To accompany a new exhibit at the MacKenzie Art Gallery in Regina, Briarpatch Magazine partnered with the MacKenzie to produce a special digital package of writing on migration, work, and a world beyond borders.
Featuring new commissions and pieces from the Briarpatch archives, the digital publication seeks to expand conversations around Canada’s immigration policy, and migrant justice. Articles in the publication are by Syed Hussan, Maya Menezes, Zviko Mhakayakora, Gwendolyn Muir, Tak Pham, and a round-table discussion with members of Decolonizing Relations.
The publication is co-edited by Saima Desai, editor of Briarpatch Magazine; and Tak Pham, assistant curator at the MacKenzie Art Gallery. The publication is designed by Emmie Tsumura with artwork contributions from Emily McGratten and Derek Chow.
You can view a PDF of the digital publication by clicking here.
About the exhibit
Human Capital presents work that offers insight into the impact of Canada’s immigration policies and history: how it treats humans as capital, and the role it plays in shaping the complex and contested the formation of a “Canadian identity.”
Canada, like most Western nations, has a long history of immigration campaigns that promise economic prosperity to both the state and immigrants.
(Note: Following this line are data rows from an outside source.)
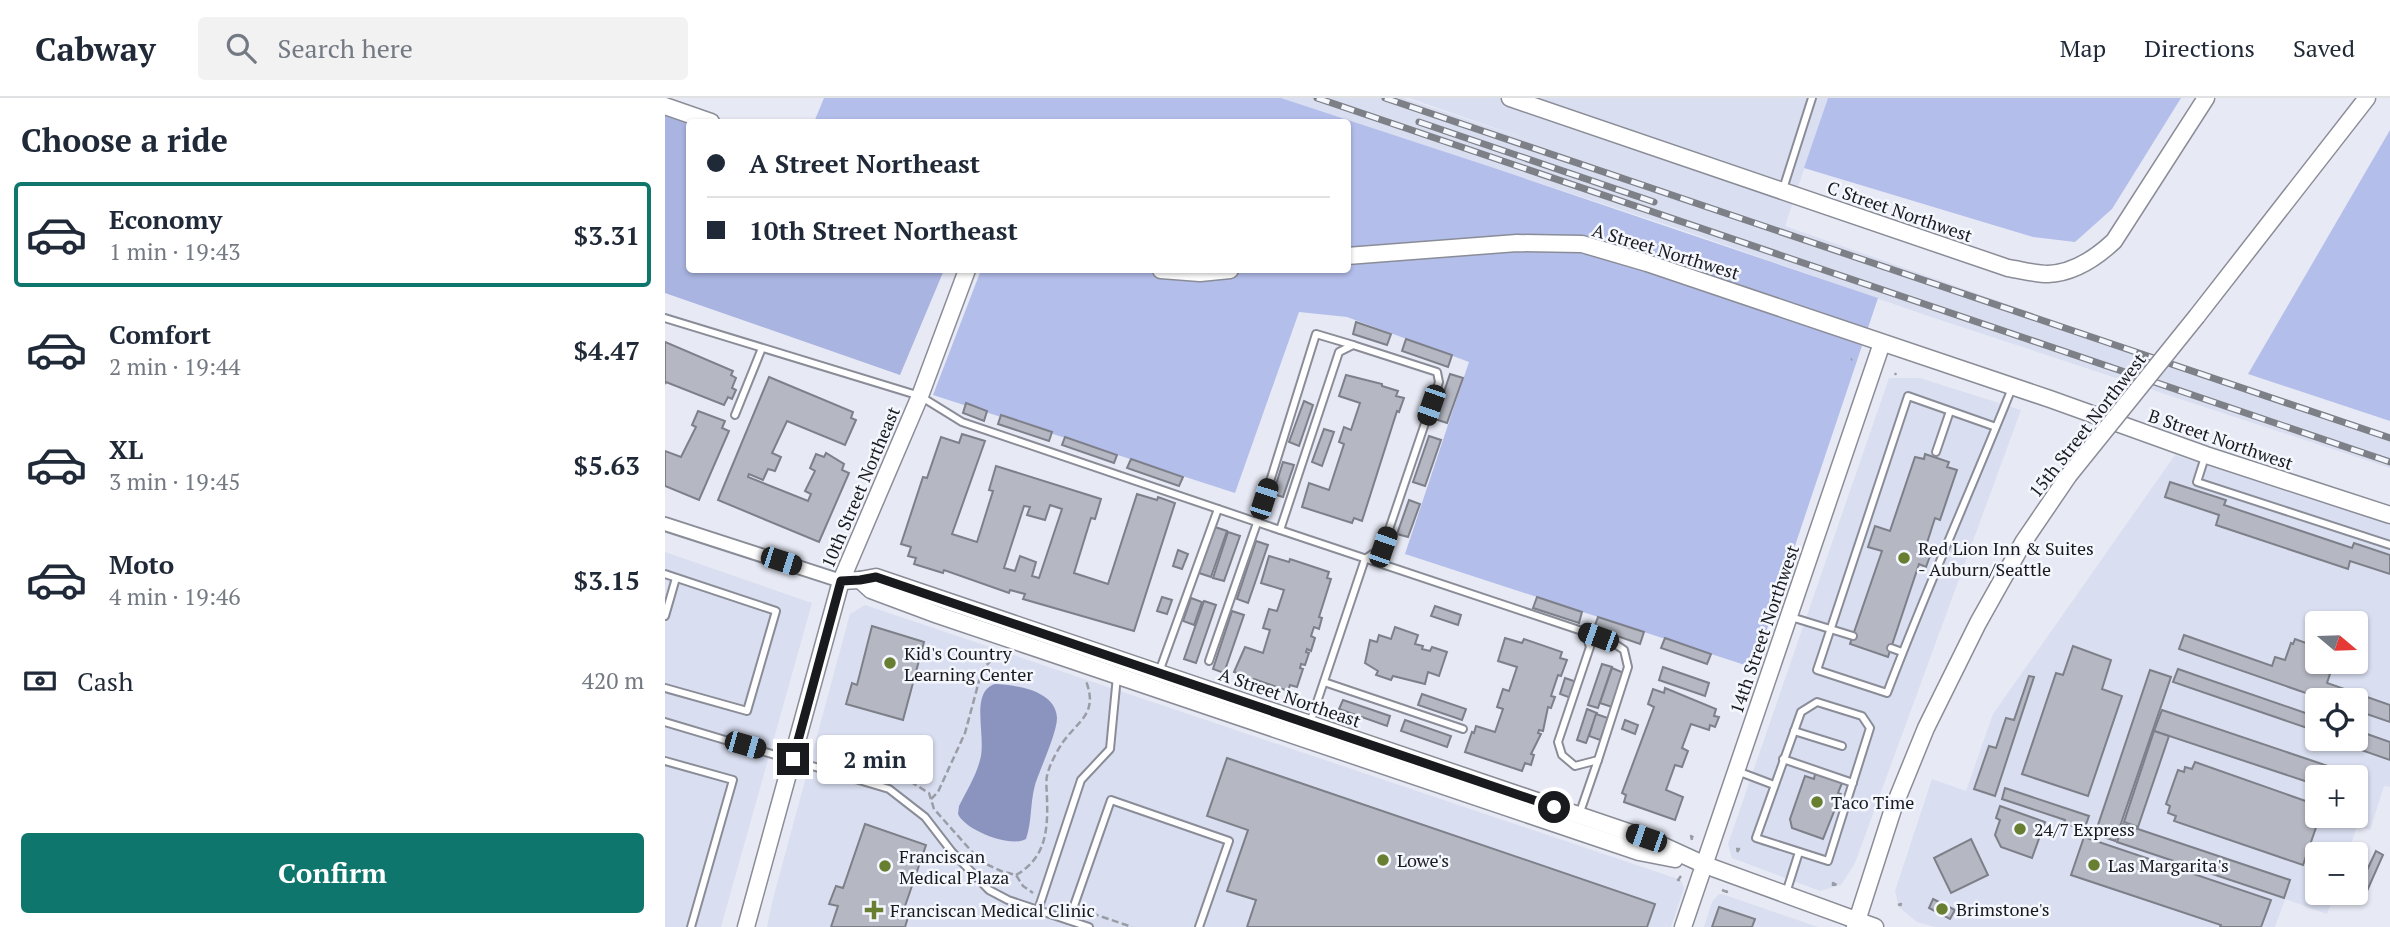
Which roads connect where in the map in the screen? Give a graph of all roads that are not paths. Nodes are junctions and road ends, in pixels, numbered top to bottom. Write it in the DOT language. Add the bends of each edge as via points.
graph roads {
  1 [pos="1510,98"];
  2 [pos="1812,98"];
  3 [pos="2206,98"];
  4 [pos="2367,98"];
  5 [pos="665,106"];
  6 [pos="702,119"];
  7 [pos="1783,191"];
  8 [pos="1351,256"];
  9 [pos="966,273"];
  10 [pos="665,318"];
  11 [pos="1882,342"];
  12 [pos="1353,345"];
  13 [pos="762,348"];
  14 [pos="2013,386"];
  15 [pos="920,396"];
  16 [pos="1950,411"];
  17 [pos="735,415"];
  18 [pos="1996,427"];
  19 [pos="1936,453"];
  20 [pos="2206,455"];
  21 [pos="1218,509"];
  22 [pos="2390,515"];
  23 [pos="1257,523"];
  24 [pos="665,524"];
  25 [pos="1280,530"];
  26 [pos="2390,545"];
  27 [pos="1365,559"];
  28 [pos="665,574"];
  29 [pos="676,578"];
  30 [pos="841,581"];
  31 [pos="665,616"];
  32 [pos="1789,616"];
  33 [pos="1830,628"];
  34 [pos="1585,632"];
  35 [pos="1853,636"];
  36 [pos="1891,648"];
  37 [pos="1902,652"];
  38 [pos="1209,660"];
  39 [pos="1120,668"];
  40 [pos="1159,673"];
  41 [pos="1324,682"];
  42 [pos="665,688"];
  43 [pos="665,722"];
  44 [pos="1463,729"];
  45 [pos="1308,731"];
  46 [pos="1794,731"];
  47 [pos="1842,746"];
  48 [pos="793,759"];
  49 [pos="1783,759"];
  50 [pos="1598,760"];
  51 [pos="665,761"];
  52 [pos="1737,771"];
  53 [pos="1853,783"];
  54 [pos="1774,785"];
  55 [pos="1579,815"];
  56 [pos="1799,852"];
  57 [pos="1705,865"];
  58 [pos="1785,895"];
  59 [pos="1038,910"];
  60 [pos="1069,920"];
  61 [pos="1856,924"];
  62 [pos="691,927"];
  63 [pos="746,927"];
  64 [pos="1089,927"];
  65 [pos="1199,927"];
  66 [pos="1683,927"];
  67 [pos="1875,927"];
  1 -- 7 [label="street, C Street Northwest"];
  2 -- 7 [label="lane"];
  3 -- 7 [label="street, C Street Northwest" via="2114,241 2079,265 2049,274 2008,268"];
  4 -- 61 [label="street, 15th Street Northwest, bridge" via="2069,475 2024,541 1926,728 1893,809"];
  5 -- 6 [label="street"];
  8 -- 11 [label="street, A Street Northwest" via="1517,243 1582,244"];
  9 -- 15 [label="street, 10th Street Northeast"];
  10 -- 13 [label="lane"];
  11 -- 14 [label="street, B Street Northwest"];
  11 -- 32 [label="street, 14th Street Northwest"];
  12 -- 23 [label="lane" via="1317,334"];
  12 -- 25 [label="lane" via="1339,352"];
  12 -- 27 [label="lane" via="1437,372 1439,382 1383,547"];
  13 -- 15 [label="lane"];
  13 -- 17 [label="lane"];
  14 -- 18 [label="lane"];
  14 -- 20 [label="street, B Street Northwest"];
  15 -- 21 [label="lane" via="962,422"];
  15 -- 30 [label="street, 10th Street Northeast"];
  16 -- 18 [label="lane"];
  16 -- 19 [label="lane"];
  16 -- 33 [label="lane" via="1908,396"];
  18 -- 37 [label="lane"];
  20 -- 22 [label="street, B Street Northwest"];
  20 -- 26 [label="lane" via="2197,482"];
  21 -- 23 [label="lane"];
  21 -- 40 [label="lane"];
  23 -- 25 [label="lane"];
  23 -- 38 [label="lane"];
  24 -- 30 [label="street, A Street Northeast"];
  25 -- 27 [label="lane"];
  27 -- 34 [label="lane"];
  27 -- 41 [label="lane"];
  28 -- 29 [label="lane"];
  29 -- 31 [label="lane"];
  29 -- 42 [label="lane" via="776,611 747,711"];
  30 -- 39 [label="street, A Street Northeast" via="860,580 871,590 938,615"];
  30 -- 48 [label="street, 10th Street Northeast"];
  32 -- 33 [label="lane"];
  32 -- 52 [label="street, 14th Street Northwest"];
  33 -- 35 [label="lane"];
  33 -- 37 [label="lane" via="1817,670 1887,693"];
  34 -- 50 [label="lane" via="1624,650 1628,667"];
  34 -- 50 [label="lane" via="1590,647 1558,742 1562,755 1575,766"];
  36 -- 37 [label="lane"];
  39 -- 40 [label="street, A Street Northeast"];
  39 -- 45 [label="street, A Street Northeast"];
  39 -- 59 [label="lane" via="1110,749 1081,780"];
  40 -- 45 [label="street, A Street Northeast"];
  41 -- 44 [label="lane"];
  41 -- 45 [label="lane"];
  43 -- 48 [label="lane"];
  45 -- 55 [label="street, A Street Northeast"];
  45 -- 57 [label="street, A Street Northeast" via="1639,852"];
  46 -- 47 [label="lane"];
  46 -- 49 [label="lane"];
  46 -- 53 [label="lane" via="1801,712 1817,702 1862,716 1870,728"];
  48 -- 59 [label="lane" via="889,789 925,817 989,890"];
  48 -- 63 [label="street, 10th Street Northeast"];
  49 -- 53 [label="lane"];
  49 -- 54 [label="lane"];
  50 -- 55 [label="lane"];
  51 -- 62 [label="lane" via="733,780"];
  52 -- 54 [label="lane"];
  52 -- 57 [label="street, 14th Street Northwest"];
  53 -- 56 [label="lane" via="1828,861"];
  54 -- 56 [label="lane" via="1756,838"];
  55 -- 57 [label="street, A Street Northeast"];
  56 -- 58 [label="lane"];
  57 -- 58 [label="street, A Street Northeast"];
  57 -- 66 [label="street, 14th Street Northwest"];
  58 -- 61 [label="street, A Street Northeast"];
  59 -- 60 [label="lane"];
  60 -- 64 [label="lane"];
  60 -- 65 [label="lane" via="1111,800 1229,841"];
  61 -- 67 [label="street, A Street Northeast"];
}
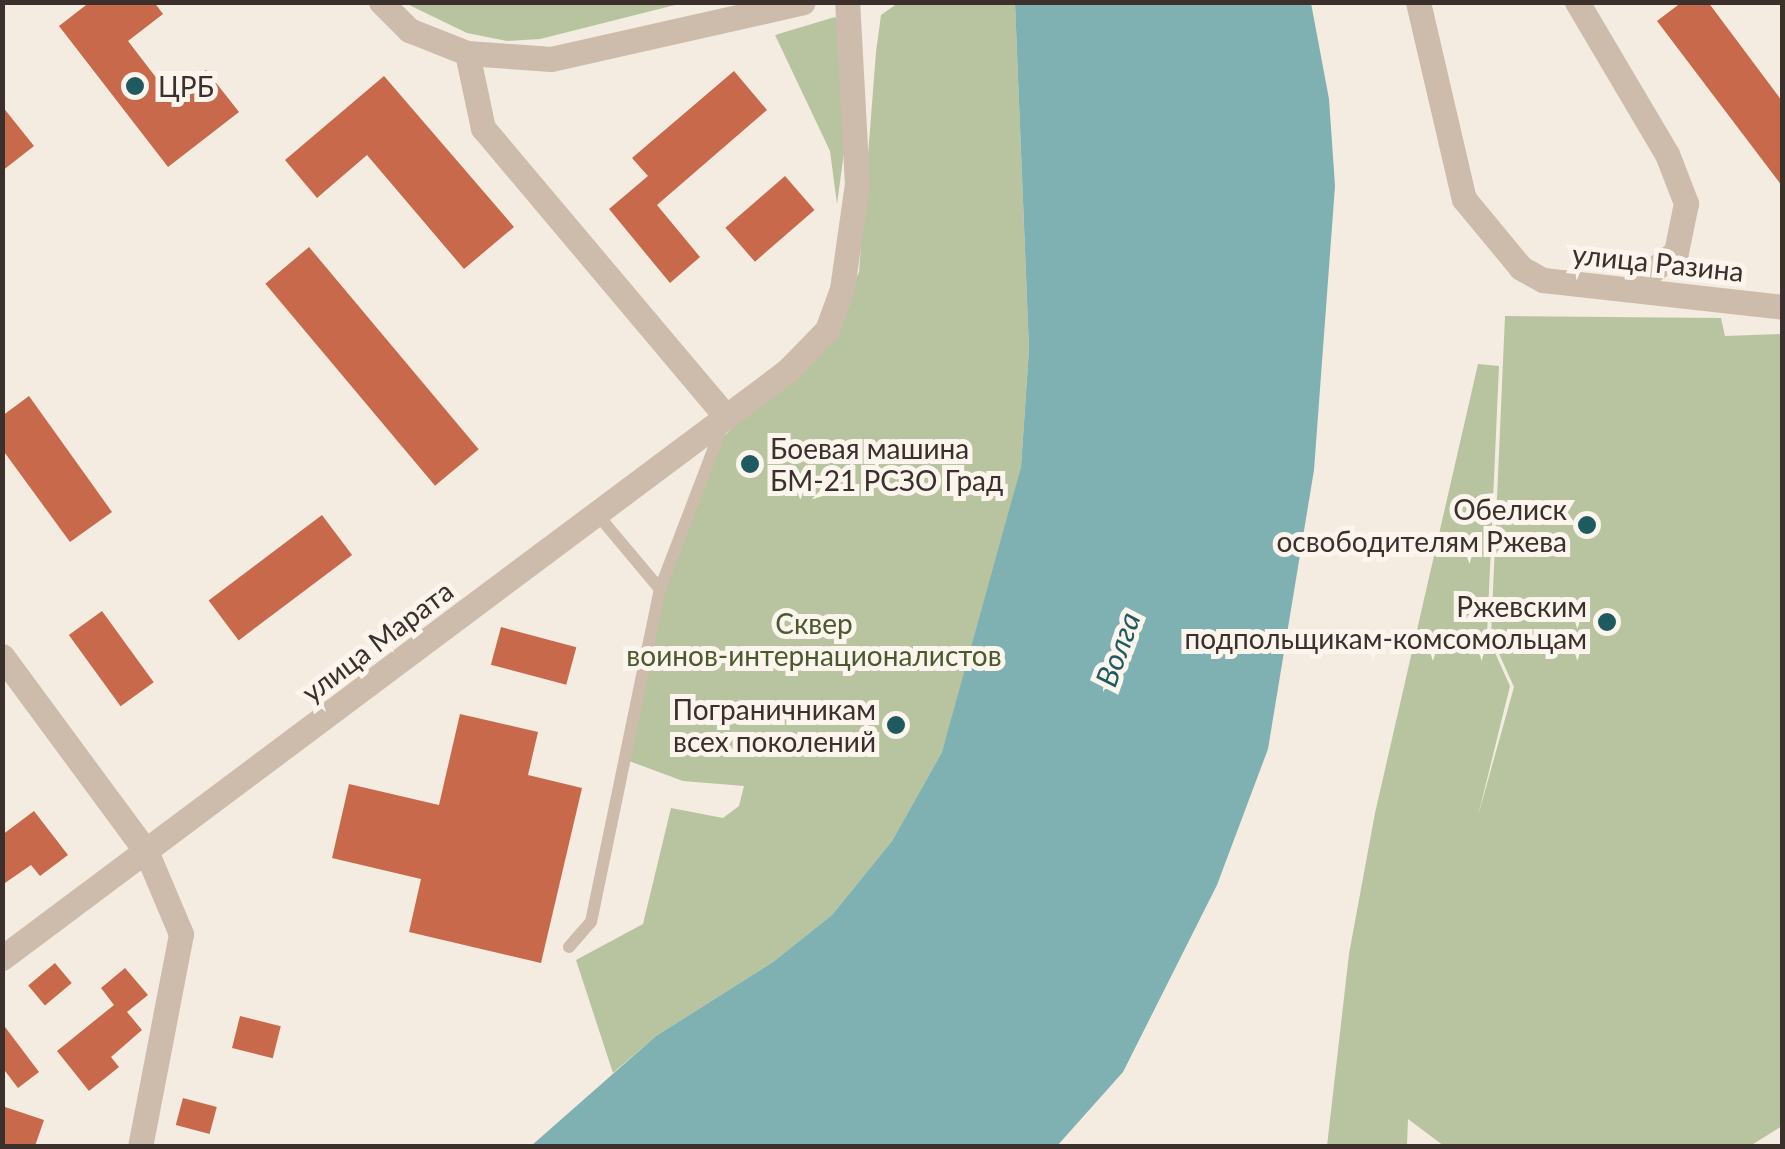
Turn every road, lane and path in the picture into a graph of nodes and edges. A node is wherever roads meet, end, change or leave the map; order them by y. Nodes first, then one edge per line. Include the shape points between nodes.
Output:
1 (381, 2) edge
2 (804, 2) edge
3 (847, 2) edge
4 (1418, 2) edge
5 (1577, 2) edge
6 (467, 53) junction
7 (1631, 288) junction
8 (1782, 308) edge
9 (726, 418) junction
10 (597, 514) junction
11 (660, 588) junction
12 (2, 656) edge
13 (146, 851) junction
14 (569, 947) dead end
15 (2, 958) edge
16 (140, 1146) edge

As a result, Canadian immigration policies have historically focused on maximizing economic contributions while minimizing disruption to the “fundamental character of the Canadian population,” as remarked by Canadian Prime Minister Mackenzie King in 1947.
Canada’s current, points-based immigration system, in place since 1967, attempts to provide a non-discriminatory framework for assessing individuals and collectives and directing them to strategic economic and geographic sectors. Once inside Canada, new immigrants are expected to boost the country’s economy by producing more for less. The system has little regard for existing marginalized communities, as it continues to reinforce “Canadian values” with an ever-growing intake of immigrants, whose admittance is driven primarily by the economic demands of the country. For all these reasons, the exhibition asks: What else is lost when human potential is measured as units of capital?
Articles
Human Capital and the Formation of Canadian Identity by Tak Pham
As a social fact, multiculturalism is now a reality in Canada, with roughly 20 per cent of the Canadian population – some 6.2 million people – foreign-born as of 2015. They have come from over 200 countries and speak 94 different languages. Despite its diversity, Canada, like other western nations, utilizes a strategy of erasure to refine its ideal of national identity, which is far from one of multiculturalism.
The Human Labour of Building Canadian Identity by Zviko Mhakayakora
We live in a world that relies heavily on the migration of families and individuals. What sacrifices would they have made to get to these lands of opportunity, to seek a better life away from ‘home’? What are they running from – or better yet, what are they running toward?
Migrant workers are the present and future of low-carbon care work by Maya Menezes
Migrant workers are keeping us alive through catastrophes like COVID-19, but they face an impossibly complex, punitive, and high-stakes immigration system. It’s time to completely overhaul the way we value those who do the most vital, life-giving work.
Decolonizing Relations on Treaty 4 Territory by Saima Desai
Indigenous people, immigrants, and settlers in Regina’s Decolonizing Relations group discuss land, labour, and solidarity.
The Cost of Managed Migration by Gwendolyn Muir
The Temporary Foreign Worker Program has spawned a recruitment industry in Guatemala that promises workers risk-free employment in Canada, but delivers precarity and exploitation.
From the Briarpatch archives
Unbordering by Syed Hussan
In this world, a world where many worlds coexist, there would be no forced migration, no mass extinction.